● **AIM OF THE EXERCISE**: Whichever lines of the entries hold the word "Bringer" should be identified and copied.

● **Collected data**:
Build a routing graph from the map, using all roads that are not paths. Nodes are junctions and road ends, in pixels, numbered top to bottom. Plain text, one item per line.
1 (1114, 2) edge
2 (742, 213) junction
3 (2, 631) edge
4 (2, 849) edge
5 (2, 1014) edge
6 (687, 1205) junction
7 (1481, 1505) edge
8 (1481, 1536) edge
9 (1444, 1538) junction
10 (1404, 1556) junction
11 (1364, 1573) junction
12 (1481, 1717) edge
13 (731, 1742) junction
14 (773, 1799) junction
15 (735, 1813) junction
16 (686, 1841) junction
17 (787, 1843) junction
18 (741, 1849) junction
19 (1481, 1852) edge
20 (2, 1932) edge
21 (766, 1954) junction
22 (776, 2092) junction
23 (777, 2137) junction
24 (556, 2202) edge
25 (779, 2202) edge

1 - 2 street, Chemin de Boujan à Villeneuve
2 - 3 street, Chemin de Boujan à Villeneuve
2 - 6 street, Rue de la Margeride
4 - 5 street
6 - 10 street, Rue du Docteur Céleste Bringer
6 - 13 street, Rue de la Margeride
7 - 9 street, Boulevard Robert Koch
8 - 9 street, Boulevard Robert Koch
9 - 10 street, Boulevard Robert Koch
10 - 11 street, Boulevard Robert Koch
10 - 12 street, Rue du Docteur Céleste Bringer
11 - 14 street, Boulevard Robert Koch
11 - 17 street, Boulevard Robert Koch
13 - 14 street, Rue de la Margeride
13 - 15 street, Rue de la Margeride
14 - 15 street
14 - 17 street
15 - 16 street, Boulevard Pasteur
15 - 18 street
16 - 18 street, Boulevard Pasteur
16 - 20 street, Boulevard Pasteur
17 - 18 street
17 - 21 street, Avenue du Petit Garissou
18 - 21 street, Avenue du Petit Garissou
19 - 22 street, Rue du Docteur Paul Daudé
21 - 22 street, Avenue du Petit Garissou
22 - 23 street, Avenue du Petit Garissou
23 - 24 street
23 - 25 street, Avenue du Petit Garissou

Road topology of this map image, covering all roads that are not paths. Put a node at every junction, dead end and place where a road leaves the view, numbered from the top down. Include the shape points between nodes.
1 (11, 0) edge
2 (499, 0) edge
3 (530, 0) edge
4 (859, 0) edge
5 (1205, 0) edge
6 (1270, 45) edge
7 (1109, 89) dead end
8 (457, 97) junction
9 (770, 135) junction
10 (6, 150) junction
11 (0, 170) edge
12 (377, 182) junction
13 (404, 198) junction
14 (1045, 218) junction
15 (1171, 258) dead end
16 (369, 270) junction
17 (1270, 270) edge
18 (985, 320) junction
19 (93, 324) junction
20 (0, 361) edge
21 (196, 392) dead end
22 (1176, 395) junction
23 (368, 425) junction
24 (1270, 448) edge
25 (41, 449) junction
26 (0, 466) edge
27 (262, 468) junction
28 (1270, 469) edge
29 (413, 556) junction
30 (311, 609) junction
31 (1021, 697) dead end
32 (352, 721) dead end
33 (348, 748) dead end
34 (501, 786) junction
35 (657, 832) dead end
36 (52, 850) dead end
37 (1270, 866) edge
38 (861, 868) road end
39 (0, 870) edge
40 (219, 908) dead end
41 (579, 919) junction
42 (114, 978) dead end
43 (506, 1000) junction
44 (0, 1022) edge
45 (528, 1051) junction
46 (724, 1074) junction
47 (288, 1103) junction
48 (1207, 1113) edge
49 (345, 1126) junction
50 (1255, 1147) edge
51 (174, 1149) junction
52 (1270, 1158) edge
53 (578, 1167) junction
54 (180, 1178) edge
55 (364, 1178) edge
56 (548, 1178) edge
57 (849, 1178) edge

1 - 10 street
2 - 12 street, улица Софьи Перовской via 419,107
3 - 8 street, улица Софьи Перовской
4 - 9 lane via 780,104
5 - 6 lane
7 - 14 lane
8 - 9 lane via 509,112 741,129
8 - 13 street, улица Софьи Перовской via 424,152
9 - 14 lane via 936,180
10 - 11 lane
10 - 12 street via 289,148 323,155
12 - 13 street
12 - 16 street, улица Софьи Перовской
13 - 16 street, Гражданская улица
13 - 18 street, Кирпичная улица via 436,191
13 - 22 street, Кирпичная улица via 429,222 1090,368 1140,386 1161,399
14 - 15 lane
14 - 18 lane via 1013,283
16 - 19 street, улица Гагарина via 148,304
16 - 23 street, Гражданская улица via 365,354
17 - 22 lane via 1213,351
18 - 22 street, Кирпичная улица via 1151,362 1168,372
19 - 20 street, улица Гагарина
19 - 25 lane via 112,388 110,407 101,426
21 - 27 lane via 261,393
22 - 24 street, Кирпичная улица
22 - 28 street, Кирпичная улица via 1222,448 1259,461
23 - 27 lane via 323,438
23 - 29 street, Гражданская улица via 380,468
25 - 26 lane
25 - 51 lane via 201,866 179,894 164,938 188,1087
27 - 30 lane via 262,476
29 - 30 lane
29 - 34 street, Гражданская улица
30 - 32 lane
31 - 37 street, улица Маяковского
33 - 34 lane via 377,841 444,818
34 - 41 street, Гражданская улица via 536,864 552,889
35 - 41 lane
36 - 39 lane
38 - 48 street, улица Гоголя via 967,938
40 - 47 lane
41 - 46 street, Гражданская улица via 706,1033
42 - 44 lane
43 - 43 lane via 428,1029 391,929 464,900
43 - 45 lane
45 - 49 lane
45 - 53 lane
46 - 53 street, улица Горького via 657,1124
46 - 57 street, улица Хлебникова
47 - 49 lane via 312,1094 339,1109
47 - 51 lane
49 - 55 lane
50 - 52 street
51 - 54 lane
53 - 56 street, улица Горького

● **TASK SOLUTION**:
6 - 10 street, Rue du Docteur Céleste Bringer
10 - 12 street, Rue du Docteur Céleste Bringer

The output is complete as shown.